Superare i confini del Pd è anche un obiettivo
dell’ex ministro Carlo Calenda: «Lui ha preso
qualche scivolone, ma l’idea di andare oltre il Pd
è condivisibile. L’importante è costruire politiche
“per” e non “contro”».
Nel frattempo i sondaggi danno i due partiti di
governo oltre il 60%… «È l’euforia dei primi mesi,
il test vero sarà quello delle Europee. Dobbiamo
costruire questa rete civica prima delle elezioni».
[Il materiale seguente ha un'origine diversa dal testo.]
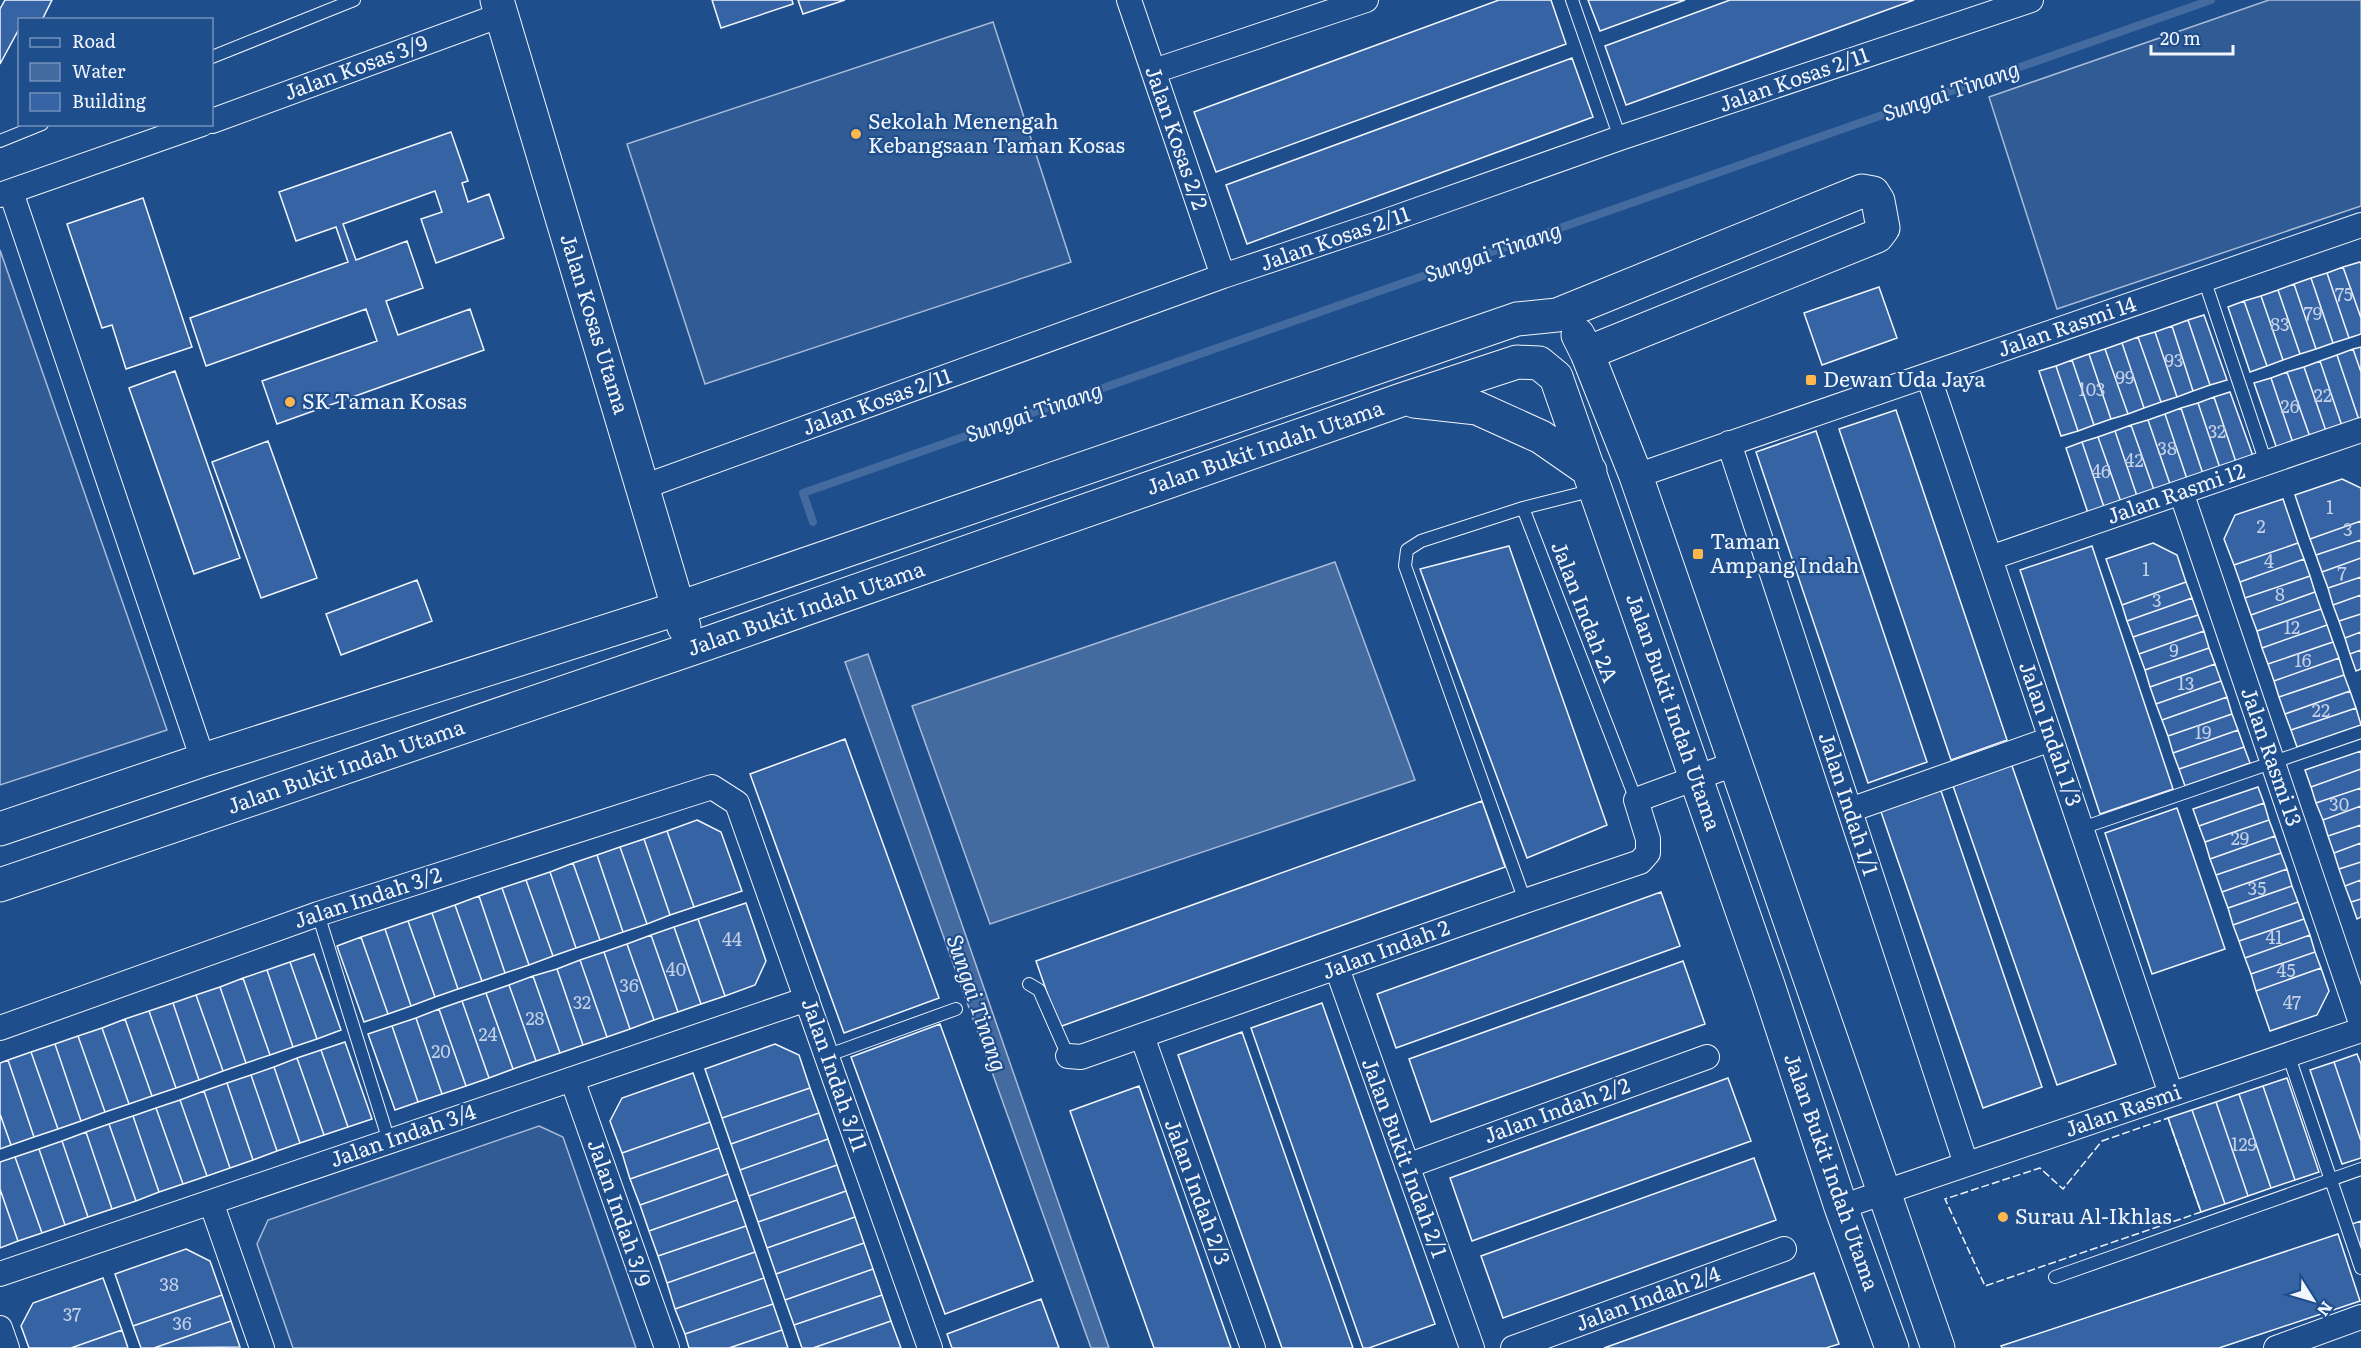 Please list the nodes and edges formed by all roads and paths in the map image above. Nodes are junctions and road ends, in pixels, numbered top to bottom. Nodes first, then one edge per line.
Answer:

Tra i temi più caldi, quello dell’immigrazione:
«Rivendico i meriti nel lavoro svolto da Marco
Minniti.

Quel piano però andava fatto già nel 2014,
avremmo fatto toccare con mano agli italiani i
benefici di quel lavoro, non fondato sul buonismo
ma sulla lotta all’illegalità e sugli interessi del
nostro Paese. Il sistema di accoglienza favorisce
il lavoro, ricordiamocelo». A Taranto, Gozi – che è
stato sottosegretario alla Presidenza del Consiglio
nel governo Renzi – ha tenuto a battesimo il movimento
civico Massa Critica dello Ionio. Al tavolo
con lui Francesca Tursi e Maria Vittoria Colapietro.
Nella sala, piuttosto affollata, numerosi politici del
presente e del passato del centrosinistra.